The small-cap rally, documented in this space and in subscription service The Calandra Report, is leading investors to the companies that may lead their fledgling industries in the next five years. See: More signs of the coming small-cap rally.

Earlier this spring, we detailed a dozen or so small companies whose growth rates were triple and quadruple their price-earnings ratios. Many of those companies' shares have risen 30 percent or more in the space of two months, and most remain on The Calandra Report's Focus and Recommended Lists.



I am convinced some of these companies -- in software distribution, nerve-disorder drug development, Internet marketing and electronic financial transactions -- will triple their stock-price levels, regardless of any damage that comes to the Dow and S&P 500. Indeed, in the upcoming issue of The Calandra Report, due out later this week, I will point to a $60 million company whose shares I fully expect will count themselves among the year's biggest gainers.

Are there some large companies I am looking to for growth? At present, there are two, one of them in the defense and aerospace industries and one in capital equipment. Largely, however, I see stale P/E ratios of 25 or more taking their toll on the companies that constitute the Dow and S&P 500 indexes.

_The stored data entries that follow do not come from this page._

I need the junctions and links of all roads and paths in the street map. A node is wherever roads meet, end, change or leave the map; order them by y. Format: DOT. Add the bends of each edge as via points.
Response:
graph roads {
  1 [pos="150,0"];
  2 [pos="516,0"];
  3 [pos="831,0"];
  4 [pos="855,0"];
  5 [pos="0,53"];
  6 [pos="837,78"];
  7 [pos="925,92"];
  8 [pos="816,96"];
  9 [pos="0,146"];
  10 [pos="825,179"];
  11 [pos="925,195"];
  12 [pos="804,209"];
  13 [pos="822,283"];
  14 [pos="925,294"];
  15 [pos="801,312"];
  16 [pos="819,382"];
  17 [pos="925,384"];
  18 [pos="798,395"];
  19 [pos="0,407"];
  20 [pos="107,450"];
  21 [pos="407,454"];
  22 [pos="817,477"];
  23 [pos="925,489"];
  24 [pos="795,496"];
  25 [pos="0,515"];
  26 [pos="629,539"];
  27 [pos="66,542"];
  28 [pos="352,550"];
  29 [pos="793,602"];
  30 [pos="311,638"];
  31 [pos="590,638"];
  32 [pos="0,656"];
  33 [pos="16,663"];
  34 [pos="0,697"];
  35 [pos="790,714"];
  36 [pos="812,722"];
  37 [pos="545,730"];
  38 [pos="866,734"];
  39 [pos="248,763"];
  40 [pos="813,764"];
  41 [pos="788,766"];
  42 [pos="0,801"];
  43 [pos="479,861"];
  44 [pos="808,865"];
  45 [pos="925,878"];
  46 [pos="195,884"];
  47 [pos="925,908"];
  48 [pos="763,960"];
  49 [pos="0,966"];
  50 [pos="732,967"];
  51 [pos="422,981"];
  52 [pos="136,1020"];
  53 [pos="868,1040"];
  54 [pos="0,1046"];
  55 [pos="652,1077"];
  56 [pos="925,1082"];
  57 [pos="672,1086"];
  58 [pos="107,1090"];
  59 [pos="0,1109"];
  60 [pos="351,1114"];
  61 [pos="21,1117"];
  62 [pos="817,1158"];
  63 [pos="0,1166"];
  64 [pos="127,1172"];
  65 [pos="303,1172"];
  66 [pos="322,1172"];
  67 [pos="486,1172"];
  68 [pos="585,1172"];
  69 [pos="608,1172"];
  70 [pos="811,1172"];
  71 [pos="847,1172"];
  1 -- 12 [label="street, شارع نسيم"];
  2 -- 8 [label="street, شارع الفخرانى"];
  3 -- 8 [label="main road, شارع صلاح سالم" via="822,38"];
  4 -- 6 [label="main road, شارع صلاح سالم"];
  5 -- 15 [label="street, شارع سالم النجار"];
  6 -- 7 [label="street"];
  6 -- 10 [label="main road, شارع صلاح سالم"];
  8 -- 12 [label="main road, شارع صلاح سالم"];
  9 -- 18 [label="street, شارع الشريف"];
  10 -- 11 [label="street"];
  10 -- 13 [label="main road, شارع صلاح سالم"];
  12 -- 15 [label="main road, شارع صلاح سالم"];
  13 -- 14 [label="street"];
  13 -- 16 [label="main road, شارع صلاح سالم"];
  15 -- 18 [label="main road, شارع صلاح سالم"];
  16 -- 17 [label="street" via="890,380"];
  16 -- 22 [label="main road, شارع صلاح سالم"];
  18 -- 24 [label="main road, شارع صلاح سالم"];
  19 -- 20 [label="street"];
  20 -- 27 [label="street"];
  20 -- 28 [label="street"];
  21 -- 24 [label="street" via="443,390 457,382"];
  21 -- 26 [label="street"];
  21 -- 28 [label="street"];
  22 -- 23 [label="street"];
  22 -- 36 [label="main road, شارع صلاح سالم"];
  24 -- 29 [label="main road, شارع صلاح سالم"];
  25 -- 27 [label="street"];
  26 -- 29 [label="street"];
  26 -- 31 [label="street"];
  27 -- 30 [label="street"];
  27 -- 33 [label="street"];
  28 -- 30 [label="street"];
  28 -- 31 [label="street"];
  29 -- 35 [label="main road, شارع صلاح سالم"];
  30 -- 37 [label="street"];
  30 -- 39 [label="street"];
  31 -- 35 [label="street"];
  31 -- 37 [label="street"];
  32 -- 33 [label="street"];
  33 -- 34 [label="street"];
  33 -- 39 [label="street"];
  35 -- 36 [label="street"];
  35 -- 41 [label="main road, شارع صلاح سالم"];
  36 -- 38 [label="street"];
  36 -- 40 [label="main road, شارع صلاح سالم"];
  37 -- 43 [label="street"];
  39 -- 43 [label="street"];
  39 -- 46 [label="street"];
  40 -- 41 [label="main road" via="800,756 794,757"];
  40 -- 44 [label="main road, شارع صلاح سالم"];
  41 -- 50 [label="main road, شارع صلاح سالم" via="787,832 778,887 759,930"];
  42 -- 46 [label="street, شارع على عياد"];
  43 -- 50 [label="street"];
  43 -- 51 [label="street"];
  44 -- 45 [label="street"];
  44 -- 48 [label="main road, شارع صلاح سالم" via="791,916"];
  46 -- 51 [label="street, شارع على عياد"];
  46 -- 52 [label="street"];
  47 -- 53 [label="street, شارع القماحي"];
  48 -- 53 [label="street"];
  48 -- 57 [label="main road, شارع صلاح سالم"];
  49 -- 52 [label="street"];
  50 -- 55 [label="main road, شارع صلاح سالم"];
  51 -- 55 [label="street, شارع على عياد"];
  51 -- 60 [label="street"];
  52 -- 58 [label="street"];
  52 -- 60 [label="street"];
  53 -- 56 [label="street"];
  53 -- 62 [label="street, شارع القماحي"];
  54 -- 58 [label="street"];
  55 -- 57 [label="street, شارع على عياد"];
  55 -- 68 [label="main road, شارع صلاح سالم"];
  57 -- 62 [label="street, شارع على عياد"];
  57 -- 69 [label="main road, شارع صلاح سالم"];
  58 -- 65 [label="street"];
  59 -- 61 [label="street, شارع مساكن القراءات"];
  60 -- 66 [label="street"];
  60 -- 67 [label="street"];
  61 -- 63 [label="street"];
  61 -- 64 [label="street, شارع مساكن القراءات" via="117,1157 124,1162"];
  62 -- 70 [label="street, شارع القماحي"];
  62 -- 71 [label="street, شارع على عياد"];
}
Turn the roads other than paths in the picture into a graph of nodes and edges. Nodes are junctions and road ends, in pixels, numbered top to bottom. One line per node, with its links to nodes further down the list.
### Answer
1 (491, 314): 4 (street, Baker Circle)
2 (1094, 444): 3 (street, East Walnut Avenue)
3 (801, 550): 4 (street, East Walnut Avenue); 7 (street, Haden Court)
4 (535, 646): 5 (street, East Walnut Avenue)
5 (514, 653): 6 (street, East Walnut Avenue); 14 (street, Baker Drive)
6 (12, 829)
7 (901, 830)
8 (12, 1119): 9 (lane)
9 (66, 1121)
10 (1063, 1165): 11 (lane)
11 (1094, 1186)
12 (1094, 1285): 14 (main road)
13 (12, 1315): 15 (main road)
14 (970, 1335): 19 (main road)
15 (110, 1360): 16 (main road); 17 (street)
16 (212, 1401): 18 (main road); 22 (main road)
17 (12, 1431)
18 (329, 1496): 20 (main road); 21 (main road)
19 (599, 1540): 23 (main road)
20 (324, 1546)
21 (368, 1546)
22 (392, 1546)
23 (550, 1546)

As for gold, I see one development that could drive tremendous investment demand for the metal, and that is the proposed exchange-traded fund that will trade on the New York Stock Exchange. The so-called QQQ of gold is a highly tradable form of paper gold will serve as a proxy for North American investors who always have wanted to own bullion in their portfolios, but never dared mess with the physical nightmares of buying the metal. See: New gold paper to boost demand for metal.

I expect that once Gold Equity Trust (GLD) begins trading on the NYSE, with the blessing of federal regulators, daily money flows into gold purchases will rise by 100 percent in the course of several weeks.



Already, there are those who say the presence of a gold ETF (exchange-traded fund) in New York, with its actual gold stored in London, will send not just small investors, but also hedge funds and mutual funds, into the once forbidding world of gold ownership.

As John Hathaway at Tocqueville Gold Fund (TGLDX) pointed out to me, natural-resource mutual funds will jump at the chance to sidestep the labyrinthine rules that limit physical gold ownership in their portfolios.

Gold Fields Mineral Services, a tracker of bullion trends, estimates 22 tonnes of gold investment by individuals in North America for 2002. That was down about 10 percent from the previous year. An SEC-sanctioned trading vehicle for gold -- one that eliminates concerns about insurance and storage fees -- easily will send gold past its $390 high for this year.



When all is said and done, I expect the tiny world of gold mining stocks to rise sharply as well on the heels of the new gold ETF. There are some who say the XAU (XAU) index of gold mining shares could rise to 100 this summer from its current level of 73. I have even higher expectations.

I envision the XAU at some point testing its February 1996 highs of 155. Some of the best gold mining companies, among them Iamgold (IAG), which relies on mine royalties and chooses to book half its corporate treasury in actual gold, will double and double again in price. The exploration stocks, an even riskier group than the gold producers, will outpace even those sizeable gains.

Feverish trading in gold mining stocks will come on the heels of a groundswell of support for a metal whose returns are trouncing those of the S&P 500 over the past three years. (There is a 55 percentage point gap between the gold price and the S&P 500 since May 2000.) Helping gold's case, of course, will be the sliding dollar, which is sending investors worldwide into currency alternative of bullion. I see no reason why gold cannot rise to $600 or more an ounce from its current $357 once investors become aware of a stock-exchange proxy for actual physical ownership.

In the long run, $600 will be far too cheap a price for a metal that is slowly replacing the dollar as a preferred reserve in the vaults of trade-surplus producers such as China. But I get ahead of myself.